We’ve got to move into a sustainable industry; solar PV has been a very sustainable product but in the least sustainable industry. You’re giving people a 25 year investment yet the companies installing the stuff aren’t sustainable.


“We’ve got to move into a sustainable industry; solar PV has been a very sustainable product but in the least sustainable industry.”

What new strategies are you looking at for the post-ROC market?

Big industrial users are paying very little for their energy but when you get to people who can take 100kW and use most of it they’re still going to be paying a certain amount for their energy and that makes it very much more viable. You’ve got a slightly higher legal cost but if you then have a generic lease, there’s potentially a little more in it and people can benefit more, so instead of them paying 12p you can probably get it to 8.5-9p.

Aside from PPAs, what other grid scale opportunities do you see for solar development without subsidy?

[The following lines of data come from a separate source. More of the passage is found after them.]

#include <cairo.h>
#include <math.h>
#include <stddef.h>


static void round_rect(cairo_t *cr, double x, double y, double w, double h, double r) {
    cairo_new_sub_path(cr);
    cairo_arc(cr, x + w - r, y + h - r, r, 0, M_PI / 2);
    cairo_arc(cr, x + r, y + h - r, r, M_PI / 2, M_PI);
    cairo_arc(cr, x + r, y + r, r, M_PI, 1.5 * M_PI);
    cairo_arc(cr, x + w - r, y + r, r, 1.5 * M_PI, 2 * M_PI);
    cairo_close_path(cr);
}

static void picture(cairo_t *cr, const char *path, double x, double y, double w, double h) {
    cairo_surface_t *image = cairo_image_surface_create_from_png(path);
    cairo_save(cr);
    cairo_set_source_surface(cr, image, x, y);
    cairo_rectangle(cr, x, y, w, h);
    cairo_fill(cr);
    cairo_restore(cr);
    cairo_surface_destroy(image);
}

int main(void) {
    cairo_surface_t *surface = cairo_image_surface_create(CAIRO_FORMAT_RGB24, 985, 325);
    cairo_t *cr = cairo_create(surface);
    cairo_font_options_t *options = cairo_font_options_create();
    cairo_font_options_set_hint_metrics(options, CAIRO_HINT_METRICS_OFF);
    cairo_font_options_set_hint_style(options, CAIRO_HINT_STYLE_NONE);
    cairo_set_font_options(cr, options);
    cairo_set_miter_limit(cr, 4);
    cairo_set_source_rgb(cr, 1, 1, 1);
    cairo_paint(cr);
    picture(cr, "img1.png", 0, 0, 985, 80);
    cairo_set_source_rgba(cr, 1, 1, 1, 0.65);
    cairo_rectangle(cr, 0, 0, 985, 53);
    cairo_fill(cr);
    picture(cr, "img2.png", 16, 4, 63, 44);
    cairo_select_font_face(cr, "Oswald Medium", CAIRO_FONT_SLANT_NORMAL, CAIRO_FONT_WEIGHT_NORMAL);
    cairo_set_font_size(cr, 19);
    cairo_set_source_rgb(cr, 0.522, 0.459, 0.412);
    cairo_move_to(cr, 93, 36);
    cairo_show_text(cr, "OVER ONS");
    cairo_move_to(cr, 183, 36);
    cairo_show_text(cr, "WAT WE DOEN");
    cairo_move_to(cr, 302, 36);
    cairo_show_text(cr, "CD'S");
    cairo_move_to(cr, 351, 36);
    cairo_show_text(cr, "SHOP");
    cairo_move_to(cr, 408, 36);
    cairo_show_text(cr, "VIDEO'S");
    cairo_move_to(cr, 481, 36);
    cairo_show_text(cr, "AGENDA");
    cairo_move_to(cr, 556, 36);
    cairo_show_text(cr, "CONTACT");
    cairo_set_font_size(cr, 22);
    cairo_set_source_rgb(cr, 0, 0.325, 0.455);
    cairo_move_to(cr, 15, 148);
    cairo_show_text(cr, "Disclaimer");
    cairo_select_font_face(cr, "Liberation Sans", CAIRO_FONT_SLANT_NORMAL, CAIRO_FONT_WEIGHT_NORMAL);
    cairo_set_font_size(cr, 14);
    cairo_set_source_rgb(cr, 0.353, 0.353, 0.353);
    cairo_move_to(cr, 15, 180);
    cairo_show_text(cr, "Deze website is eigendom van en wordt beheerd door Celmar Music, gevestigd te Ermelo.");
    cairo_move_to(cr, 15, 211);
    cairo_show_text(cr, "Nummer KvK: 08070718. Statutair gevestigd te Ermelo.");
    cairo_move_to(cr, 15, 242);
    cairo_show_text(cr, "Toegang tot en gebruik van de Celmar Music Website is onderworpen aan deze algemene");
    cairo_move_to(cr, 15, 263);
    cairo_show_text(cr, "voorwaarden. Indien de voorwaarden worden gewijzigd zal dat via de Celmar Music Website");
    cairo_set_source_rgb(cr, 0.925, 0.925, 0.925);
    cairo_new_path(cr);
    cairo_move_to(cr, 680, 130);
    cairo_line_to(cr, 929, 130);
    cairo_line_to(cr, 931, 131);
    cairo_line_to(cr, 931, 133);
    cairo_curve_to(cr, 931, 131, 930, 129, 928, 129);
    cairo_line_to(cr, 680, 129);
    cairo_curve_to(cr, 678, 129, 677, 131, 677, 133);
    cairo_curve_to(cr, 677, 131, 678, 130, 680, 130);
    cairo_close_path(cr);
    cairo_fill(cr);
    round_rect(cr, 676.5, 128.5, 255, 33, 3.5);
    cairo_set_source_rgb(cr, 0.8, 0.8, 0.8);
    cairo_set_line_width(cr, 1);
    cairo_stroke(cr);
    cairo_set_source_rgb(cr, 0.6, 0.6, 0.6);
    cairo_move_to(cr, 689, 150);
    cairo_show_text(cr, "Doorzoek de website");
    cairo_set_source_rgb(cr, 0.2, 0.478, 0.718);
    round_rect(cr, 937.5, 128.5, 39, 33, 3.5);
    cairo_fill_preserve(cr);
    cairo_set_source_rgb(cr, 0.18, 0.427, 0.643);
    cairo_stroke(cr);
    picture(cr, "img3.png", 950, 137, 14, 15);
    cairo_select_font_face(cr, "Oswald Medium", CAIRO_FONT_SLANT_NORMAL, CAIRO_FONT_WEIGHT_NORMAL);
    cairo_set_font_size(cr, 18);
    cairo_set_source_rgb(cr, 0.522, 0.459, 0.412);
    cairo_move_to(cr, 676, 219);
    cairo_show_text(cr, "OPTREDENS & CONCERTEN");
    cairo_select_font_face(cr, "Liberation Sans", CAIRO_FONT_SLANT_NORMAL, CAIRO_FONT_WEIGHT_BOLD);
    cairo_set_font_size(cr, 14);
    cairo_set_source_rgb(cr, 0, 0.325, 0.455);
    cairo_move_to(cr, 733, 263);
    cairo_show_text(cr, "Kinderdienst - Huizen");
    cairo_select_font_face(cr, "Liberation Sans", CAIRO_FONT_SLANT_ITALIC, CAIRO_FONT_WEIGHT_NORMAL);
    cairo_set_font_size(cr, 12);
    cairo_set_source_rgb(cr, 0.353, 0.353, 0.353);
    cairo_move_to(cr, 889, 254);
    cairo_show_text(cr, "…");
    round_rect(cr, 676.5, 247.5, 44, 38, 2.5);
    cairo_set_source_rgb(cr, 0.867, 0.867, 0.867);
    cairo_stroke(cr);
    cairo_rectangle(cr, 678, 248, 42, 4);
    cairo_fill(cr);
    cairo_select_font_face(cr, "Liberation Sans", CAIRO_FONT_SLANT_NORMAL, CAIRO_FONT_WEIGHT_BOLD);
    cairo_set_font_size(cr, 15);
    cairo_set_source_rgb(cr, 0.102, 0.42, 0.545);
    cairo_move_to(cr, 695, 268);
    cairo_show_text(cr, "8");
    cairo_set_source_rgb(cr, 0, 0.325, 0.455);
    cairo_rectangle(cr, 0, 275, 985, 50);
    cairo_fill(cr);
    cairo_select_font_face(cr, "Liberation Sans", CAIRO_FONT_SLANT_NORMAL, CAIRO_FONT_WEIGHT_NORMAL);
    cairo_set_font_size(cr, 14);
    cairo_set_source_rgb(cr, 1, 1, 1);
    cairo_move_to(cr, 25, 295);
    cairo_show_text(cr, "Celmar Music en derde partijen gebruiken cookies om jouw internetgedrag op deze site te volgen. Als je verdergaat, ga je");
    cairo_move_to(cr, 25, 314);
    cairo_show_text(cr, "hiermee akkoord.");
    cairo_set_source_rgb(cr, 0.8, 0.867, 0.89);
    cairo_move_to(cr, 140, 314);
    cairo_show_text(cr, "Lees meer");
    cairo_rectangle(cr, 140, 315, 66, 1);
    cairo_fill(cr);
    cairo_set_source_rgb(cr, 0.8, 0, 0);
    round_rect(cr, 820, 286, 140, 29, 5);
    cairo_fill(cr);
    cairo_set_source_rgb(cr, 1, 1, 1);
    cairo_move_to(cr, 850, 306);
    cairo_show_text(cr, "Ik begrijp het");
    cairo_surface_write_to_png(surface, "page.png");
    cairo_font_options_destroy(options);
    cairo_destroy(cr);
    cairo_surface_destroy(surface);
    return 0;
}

You’re going to have to have an off-taker. Unless they make sleeving much easier I can’t see that we’re going to get direct into the grid for 5p for a while. I think within four or five years that market will be back on.

[Until then] there’s a huge amount of opportunity out there. We’re seeing the grid open up in some places so we’ve got a number of clients that have 200-250kW [systems] which we’ll be moving into, working on community schemes.

If you look at a lot of the housing developments going in, some of these are going to have massive power needs and I’m not sure where the grid is going to come from. I think there will be an opportunity to set up a micro-grid using gas CHP and microgrids with solar and renewables all plumbed in together and then you become the power company for those housing developments.

Companies like us would be able to lead that and take all that responsibility off the housing developer. The DNOs will struggle to get power out to people and they’re going to be charging a lot of money.

If you can say ‘give us the deal to power your 2,000 houses for the next 25 years, we’ll give you market related prices, say 12p/kW for a whole housing estate’, we could easily do that and get good margins and then the project is very green.